Seth Godin says its best in this post.

It is the future that makes people buy stock it is not the past.
When you think about risk management, this becomes very important. People are not interested in what happened months ago because all is done and said and more important it already changed their account. It still might do that in the future but it is more likely that new news are far more interesting.

Thats one of the reasons why technical analysis is overrated. It does look back, it does not look forward. When investing you should always look forward, invest in the future not in the past.
So when considering risk management in your investment approach, start with your current system. Does it look backward, is it a technical approach? If you work with moving averages, MACD, stochastic, Elliott Waves or any other fancy technical approach you are searching for clues in the past. Stop doing that! Start looking for clues in the future.

Let´s elaborate. When i use moving averages and my system does give me a long signal i tend to go in because i assume that that stock will go up in value. But how much money do i earn when entering the position? Right- nothing, instead i lose, because i have to pay a commission to my broker.
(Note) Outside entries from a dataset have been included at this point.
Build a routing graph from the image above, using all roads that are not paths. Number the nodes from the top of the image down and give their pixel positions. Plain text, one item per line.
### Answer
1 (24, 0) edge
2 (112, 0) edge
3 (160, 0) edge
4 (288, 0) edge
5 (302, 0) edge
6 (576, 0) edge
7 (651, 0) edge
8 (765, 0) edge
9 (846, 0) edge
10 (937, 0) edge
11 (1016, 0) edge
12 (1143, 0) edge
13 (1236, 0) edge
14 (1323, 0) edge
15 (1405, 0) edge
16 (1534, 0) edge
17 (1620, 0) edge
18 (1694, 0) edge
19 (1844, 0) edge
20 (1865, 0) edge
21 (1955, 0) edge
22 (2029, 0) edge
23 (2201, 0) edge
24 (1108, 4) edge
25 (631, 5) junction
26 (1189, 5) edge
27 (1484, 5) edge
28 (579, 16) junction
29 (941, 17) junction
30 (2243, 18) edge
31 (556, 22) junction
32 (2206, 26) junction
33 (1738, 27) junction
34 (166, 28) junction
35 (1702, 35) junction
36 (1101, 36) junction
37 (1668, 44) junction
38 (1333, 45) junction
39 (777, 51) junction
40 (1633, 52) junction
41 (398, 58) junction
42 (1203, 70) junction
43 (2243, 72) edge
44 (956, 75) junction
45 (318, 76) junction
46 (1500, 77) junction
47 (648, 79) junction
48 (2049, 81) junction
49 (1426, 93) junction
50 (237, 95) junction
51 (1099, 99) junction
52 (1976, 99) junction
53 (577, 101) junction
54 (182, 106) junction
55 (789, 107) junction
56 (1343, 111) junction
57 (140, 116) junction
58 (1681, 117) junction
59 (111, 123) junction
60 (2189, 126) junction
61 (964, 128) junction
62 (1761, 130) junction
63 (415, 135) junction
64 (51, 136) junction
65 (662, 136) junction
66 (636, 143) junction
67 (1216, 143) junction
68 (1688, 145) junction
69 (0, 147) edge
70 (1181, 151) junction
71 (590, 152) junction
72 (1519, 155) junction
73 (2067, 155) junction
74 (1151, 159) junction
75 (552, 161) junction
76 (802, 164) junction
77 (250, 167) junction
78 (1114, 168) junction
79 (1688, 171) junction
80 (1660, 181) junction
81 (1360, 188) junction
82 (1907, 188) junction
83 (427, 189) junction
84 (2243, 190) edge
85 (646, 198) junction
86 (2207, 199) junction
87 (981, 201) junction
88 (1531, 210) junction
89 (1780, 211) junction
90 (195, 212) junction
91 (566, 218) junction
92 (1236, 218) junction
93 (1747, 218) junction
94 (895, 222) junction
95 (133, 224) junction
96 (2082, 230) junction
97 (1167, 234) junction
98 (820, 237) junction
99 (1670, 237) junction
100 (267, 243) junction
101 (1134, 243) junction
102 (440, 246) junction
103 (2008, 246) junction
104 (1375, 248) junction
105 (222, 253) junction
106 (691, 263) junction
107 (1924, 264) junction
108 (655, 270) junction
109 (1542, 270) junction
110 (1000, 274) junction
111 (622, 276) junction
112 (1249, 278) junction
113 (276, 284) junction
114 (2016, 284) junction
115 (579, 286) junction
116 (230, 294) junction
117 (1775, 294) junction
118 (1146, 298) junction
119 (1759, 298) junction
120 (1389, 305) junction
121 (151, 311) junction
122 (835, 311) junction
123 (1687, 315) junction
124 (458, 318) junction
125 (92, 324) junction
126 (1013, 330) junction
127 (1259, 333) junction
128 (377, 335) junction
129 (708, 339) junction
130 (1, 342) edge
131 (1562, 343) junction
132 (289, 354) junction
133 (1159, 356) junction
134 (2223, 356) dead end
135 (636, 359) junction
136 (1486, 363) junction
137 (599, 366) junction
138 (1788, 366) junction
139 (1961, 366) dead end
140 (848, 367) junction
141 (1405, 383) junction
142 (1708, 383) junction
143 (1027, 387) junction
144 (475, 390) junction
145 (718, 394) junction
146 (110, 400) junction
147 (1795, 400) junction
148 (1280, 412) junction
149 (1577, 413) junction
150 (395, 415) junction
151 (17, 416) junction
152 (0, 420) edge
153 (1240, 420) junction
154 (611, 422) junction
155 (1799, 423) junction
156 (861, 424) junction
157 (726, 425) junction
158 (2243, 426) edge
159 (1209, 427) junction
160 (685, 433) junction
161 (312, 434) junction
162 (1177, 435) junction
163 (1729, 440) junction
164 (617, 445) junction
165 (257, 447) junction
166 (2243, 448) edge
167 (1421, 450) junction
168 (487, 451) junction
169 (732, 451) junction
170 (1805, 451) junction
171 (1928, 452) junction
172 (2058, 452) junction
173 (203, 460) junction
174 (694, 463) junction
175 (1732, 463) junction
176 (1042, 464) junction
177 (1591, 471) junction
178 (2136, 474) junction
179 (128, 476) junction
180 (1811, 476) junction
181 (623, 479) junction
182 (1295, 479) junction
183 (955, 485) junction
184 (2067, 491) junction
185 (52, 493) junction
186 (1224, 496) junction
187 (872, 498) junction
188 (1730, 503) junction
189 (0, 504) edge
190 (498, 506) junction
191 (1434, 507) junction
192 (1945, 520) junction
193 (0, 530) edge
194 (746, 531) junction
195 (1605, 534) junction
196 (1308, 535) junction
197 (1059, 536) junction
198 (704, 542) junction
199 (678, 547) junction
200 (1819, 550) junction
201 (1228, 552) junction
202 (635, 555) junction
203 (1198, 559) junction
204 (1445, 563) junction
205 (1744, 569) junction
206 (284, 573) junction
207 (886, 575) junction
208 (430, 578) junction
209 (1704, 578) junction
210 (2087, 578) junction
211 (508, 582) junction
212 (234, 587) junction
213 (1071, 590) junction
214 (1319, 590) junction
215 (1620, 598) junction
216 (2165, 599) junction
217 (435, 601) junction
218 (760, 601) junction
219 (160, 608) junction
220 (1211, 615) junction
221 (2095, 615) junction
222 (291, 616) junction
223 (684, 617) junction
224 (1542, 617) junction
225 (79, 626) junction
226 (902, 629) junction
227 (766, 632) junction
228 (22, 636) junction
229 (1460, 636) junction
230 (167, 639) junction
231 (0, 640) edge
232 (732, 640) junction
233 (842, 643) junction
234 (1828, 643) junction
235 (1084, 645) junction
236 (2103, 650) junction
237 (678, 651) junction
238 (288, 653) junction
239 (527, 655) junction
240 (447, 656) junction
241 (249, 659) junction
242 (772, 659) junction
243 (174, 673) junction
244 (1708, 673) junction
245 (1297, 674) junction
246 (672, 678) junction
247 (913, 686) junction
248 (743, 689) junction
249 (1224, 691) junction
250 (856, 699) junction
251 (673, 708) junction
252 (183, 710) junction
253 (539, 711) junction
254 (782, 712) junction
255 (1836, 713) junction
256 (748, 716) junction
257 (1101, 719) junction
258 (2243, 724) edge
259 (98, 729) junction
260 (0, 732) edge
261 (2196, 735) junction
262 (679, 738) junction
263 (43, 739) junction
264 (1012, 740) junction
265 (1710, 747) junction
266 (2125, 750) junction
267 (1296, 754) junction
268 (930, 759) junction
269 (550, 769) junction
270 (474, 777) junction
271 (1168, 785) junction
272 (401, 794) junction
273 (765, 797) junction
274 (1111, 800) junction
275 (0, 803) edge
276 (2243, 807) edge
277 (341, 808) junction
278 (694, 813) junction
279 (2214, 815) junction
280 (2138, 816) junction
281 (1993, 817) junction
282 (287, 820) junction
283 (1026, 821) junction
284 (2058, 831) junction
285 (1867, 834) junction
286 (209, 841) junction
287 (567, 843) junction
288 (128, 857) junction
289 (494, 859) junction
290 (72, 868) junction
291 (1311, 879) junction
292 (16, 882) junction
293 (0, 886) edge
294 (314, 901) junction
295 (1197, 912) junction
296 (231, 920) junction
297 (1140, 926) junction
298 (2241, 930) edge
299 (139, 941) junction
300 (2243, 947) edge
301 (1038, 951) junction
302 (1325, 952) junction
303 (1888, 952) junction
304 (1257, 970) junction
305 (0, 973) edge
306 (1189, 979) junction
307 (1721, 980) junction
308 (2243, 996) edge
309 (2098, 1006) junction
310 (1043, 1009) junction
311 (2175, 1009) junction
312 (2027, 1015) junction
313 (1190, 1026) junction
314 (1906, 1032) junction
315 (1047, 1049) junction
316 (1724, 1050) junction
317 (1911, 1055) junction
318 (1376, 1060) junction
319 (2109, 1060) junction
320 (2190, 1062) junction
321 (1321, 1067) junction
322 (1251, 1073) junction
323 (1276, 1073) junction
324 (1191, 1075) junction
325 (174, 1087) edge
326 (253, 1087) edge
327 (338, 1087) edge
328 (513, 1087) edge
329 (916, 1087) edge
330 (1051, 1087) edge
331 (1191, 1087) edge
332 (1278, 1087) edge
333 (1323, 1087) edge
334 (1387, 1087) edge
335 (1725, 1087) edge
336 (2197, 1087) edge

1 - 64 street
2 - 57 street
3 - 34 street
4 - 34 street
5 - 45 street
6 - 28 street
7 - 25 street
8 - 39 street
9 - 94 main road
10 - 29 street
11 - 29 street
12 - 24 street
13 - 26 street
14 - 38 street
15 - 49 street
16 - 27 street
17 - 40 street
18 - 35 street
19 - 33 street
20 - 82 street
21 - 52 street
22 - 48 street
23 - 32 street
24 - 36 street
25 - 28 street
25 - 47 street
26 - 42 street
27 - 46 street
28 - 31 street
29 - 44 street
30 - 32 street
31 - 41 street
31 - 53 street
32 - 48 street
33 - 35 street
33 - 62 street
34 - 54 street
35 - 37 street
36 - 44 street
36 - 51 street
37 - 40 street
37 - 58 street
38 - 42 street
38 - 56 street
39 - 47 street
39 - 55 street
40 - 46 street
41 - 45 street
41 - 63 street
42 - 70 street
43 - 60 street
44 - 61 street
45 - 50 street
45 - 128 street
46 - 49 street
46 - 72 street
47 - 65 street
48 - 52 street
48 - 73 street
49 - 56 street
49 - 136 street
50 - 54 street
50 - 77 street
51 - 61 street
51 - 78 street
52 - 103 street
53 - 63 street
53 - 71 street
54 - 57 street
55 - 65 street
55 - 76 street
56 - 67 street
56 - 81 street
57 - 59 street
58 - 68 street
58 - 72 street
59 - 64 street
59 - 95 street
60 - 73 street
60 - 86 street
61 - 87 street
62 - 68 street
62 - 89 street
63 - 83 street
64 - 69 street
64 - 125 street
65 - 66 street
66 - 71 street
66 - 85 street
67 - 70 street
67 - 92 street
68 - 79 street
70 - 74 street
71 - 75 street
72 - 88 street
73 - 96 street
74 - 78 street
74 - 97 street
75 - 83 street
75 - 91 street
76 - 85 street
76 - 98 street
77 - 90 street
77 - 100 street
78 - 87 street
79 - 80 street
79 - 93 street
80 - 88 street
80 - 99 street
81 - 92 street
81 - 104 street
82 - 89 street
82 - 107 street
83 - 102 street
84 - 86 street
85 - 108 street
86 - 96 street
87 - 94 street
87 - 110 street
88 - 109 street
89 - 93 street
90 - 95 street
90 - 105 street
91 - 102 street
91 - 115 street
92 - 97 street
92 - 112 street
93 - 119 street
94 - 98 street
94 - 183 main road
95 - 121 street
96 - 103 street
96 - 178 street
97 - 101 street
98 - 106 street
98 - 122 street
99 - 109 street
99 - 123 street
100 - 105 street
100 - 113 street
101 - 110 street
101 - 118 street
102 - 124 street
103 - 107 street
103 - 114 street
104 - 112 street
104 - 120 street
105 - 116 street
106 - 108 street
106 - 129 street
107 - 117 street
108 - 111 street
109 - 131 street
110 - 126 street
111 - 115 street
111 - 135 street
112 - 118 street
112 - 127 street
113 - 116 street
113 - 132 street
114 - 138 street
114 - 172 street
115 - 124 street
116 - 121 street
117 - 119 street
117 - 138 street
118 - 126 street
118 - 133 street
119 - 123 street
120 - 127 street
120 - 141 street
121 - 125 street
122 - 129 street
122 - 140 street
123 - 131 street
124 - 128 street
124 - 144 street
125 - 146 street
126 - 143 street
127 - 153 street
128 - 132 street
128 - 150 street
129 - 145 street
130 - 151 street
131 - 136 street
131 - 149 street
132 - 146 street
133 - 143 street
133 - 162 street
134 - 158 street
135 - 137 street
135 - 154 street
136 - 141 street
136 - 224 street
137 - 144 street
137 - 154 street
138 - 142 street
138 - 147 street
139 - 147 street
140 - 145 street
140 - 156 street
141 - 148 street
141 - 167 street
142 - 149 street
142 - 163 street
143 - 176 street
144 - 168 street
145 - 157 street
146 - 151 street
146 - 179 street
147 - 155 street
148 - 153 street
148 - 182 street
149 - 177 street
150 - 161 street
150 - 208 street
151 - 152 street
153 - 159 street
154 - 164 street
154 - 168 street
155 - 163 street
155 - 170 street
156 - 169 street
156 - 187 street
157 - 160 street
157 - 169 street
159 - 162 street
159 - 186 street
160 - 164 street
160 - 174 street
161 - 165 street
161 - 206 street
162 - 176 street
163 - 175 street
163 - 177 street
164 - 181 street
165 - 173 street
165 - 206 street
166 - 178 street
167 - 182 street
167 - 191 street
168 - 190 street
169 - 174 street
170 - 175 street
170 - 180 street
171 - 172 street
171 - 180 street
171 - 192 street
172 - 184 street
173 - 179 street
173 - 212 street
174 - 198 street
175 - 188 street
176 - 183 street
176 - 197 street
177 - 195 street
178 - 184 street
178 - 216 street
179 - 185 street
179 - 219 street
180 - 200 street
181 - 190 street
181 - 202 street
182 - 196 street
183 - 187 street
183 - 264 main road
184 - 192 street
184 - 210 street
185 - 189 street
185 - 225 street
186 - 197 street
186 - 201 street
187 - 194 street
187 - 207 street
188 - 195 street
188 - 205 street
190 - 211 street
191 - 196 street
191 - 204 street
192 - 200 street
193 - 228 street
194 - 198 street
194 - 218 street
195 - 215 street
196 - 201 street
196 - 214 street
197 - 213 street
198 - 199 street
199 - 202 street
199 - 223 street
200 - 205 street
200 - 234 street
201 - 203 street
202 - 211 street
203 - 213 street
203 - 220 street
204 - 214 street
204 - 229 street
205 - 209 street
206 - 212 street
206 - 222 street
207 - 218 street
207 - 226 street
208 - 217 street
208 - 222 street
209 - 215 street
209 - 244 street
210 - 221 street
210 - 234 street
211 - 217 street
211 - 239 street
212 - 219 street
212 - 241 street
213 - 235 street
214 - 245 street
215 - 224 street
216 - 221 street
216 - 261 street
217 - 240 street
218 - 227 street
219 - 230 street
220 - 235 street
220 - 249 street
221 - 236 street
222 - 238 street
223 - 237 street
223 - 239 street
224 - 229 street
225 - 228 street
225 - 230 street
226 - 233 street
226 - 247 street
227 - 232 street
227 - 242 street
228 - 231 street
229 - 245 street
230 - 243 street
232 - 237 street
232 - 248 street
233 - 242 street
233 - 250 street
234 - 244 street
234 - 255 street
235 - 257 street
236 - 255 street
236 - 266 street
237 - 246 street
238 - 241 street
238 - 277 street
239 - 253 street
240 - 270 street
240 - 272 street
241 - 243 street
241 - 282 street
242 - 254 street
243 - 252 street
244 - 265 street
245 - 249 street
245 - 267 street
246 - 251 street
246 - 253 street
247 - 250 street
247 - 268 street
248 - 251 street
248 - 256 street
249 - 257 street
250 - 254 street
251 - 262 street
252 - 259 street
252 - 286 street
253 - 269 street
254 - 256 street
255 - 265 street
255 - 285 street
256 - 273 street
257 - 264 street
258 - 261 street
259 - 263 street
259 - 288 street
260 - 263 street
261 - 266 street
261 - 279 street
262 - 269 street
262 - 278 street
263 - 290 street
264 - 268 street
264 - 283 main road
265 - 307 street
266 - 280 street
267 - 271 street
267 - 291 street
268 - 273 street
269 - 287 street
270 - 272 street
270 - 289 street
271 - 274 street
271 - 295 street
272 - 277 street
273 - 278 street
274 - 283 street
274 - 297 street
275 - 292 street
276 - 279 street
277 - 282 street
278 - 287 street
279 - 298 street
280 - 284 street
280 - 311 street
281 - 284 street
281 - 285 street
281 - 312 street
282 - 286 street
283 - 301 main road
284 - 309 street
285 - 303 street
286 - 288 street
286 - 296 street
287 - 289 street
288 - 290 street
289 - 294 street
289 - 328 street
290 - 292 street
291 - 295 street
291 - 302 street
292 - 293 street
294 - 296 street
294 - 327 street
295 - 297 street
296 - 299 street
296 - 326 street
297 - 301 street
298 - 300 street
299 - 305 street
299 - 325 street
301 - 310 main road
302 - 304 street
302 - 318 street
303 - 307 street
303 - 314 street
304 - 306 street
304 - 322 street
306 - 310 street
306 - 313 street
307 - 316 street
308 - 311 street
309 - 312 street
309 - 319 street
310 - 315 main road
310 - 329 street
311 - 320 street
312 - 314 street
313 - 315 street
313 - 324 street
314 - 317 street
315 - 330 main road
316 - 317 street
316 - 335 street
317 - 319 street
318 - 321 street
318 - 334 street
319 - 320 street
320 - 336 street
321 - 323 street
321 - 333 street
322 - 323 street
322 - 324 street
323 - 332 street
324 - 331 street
Well then, when do i make any money? Only if the stock goes up and i sell at a point in the future. The money i will make comes from closing the position not opening it, so here we are again, we make the money in the future not in the past. Did it help to use moving averages and follow the signal? No, it just gave me a signal to enter the position but the minute i did that i was a random entry for the market. That´s right i was a random entry nothing more.
My analysis did not help to make money it was the exit after the price of the stock went up that made the money.

So we need to apply risk management for our future investments not for what we see in the past.